The one exception; back to Hugh Grant and Phone Hacking

Although it is hard to see how Hugh Grant could ever be liable to pay costs to NGN of £10m or anything like it (after all, on a win, he would recover damages plus, in all likelihood, his costs up to the date when he should have accepted NGN’s Part 36 offer), he has a point in so far as he is saying that through a combination of his opponent’s open cheque book and its opportunistic use of Part 36, he has been deprived of the opportunity to prove his claims in court.

A solution might be this. Where the case is a group action with a public interest, (here, the most striking and well-known example being Alan Bates v the Post Office), there should be a rule change to suspend the operation of Part 36 in order to prevent claims being bought off, as Hugh Grant has suggested was the case in his action against NGN. Such a rule change would benefit claimants such as Hugh Grant and the hundreds of claimants who settled their privacy claims for fear of the costs consequences if they did not do so.
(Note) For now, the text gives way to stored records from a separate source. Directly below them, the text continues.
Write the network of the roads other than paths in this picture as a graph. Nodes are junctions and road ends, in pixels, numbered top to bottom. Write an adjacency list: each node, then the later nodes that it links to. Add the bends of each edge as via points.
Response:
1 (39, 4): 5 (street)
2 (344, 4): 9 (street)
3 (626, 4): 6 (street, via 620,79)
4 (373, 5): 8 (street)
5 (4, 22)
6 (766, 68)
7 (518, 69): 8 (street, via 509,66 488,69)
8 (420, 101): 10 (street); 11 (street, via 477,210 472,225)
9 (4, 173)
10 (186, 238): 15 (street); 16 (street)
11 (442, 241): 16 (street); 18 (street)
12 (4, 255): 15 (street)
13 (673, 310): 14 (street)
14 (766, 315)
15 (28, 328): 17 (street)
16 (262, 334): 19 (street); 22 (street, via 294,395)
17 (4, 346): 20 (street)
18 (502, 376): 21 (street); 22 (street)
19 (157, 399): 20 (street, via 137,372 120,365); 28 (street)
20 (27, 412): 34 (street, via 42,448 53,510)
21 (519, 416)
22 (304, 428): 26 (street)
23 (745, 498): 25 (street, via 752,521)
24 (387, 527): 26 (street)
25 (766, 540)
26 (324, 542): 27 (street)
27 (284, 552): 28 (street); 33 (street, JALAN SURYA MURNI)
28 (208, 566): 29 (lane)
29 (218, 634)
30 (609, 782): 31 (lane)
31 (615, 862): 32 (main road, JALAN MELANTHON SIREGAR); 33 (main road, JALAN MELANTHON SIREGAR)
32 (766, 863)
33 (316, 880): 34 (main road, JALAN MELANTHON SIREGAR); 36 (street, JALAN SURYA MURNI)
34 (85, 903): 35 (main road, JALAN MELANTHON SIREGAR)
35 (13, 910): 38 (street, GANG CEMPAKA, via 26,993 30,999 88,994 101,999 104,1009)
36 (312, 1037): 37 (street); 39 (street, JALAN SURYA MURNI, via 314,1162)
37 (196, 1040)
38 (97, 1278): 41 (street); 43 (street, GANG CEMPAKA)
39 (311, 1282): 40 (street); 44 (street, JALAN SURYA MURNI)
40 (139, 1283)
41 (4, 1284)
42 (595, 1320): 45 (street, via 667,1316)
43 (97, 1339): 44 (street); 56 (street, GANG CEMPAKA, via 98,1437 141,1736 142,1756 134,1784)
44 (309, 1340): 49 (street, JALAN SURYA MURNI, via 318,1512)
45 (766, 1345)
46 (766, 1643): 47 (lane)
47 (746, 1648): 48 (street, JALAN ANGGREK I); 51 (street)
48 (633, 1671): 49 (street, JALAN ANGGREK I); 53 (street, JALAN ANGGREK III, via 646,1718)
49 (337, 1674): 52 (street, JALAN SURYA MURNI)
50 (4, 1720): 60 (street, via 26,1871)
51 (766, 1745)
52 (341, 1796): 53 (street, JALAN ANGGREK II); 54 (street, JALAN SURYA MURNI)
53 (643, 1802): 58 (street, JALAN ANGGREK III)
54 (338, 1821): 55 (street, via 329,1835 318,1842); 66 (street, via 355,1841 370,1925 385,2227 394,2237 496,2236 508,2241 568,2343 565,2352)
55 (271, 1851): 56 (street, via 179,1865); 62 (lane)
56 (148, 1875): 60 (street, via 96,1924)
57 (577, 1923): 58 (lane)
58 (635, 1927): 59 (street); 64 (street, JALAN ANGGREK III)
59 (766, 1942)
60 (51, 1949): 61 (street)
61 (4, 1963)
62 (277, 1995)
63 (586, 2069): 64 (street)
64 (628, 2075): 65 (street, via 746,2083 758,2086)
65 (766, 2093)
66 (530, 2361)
Should such a rule change be made, entities such as NGN, which, ‘in the public interest,’ have published articles about the private lives of celebrities such as Hugh Grant, could scarcely have any complaint. After all, if it was in the public interest to publish the articles, it must also be in the public interest if those same celebrities who wish to bring their claims to trial, can do so without fear of being on the wrong side of a potentially ruinous Part 36 offer.

Such a rule change would address the situation in which Hugh Grant might have found himself, had he won damages at trial, only to find that the sum awarded to him by Mr Justice Fancourt, had been pipped by a pound under Part 36, leaving him as the winner of the case but as the net loser of the costs. An amendment permitting the court to suspend Part 36 in public interest cases would bring about a rebalancing of the rule to a situation where it works as intended, and not as a vehicle for a defendant with a deep pocket to make use of, in order to prevent claims to which there may be no defence, from being tried in open court.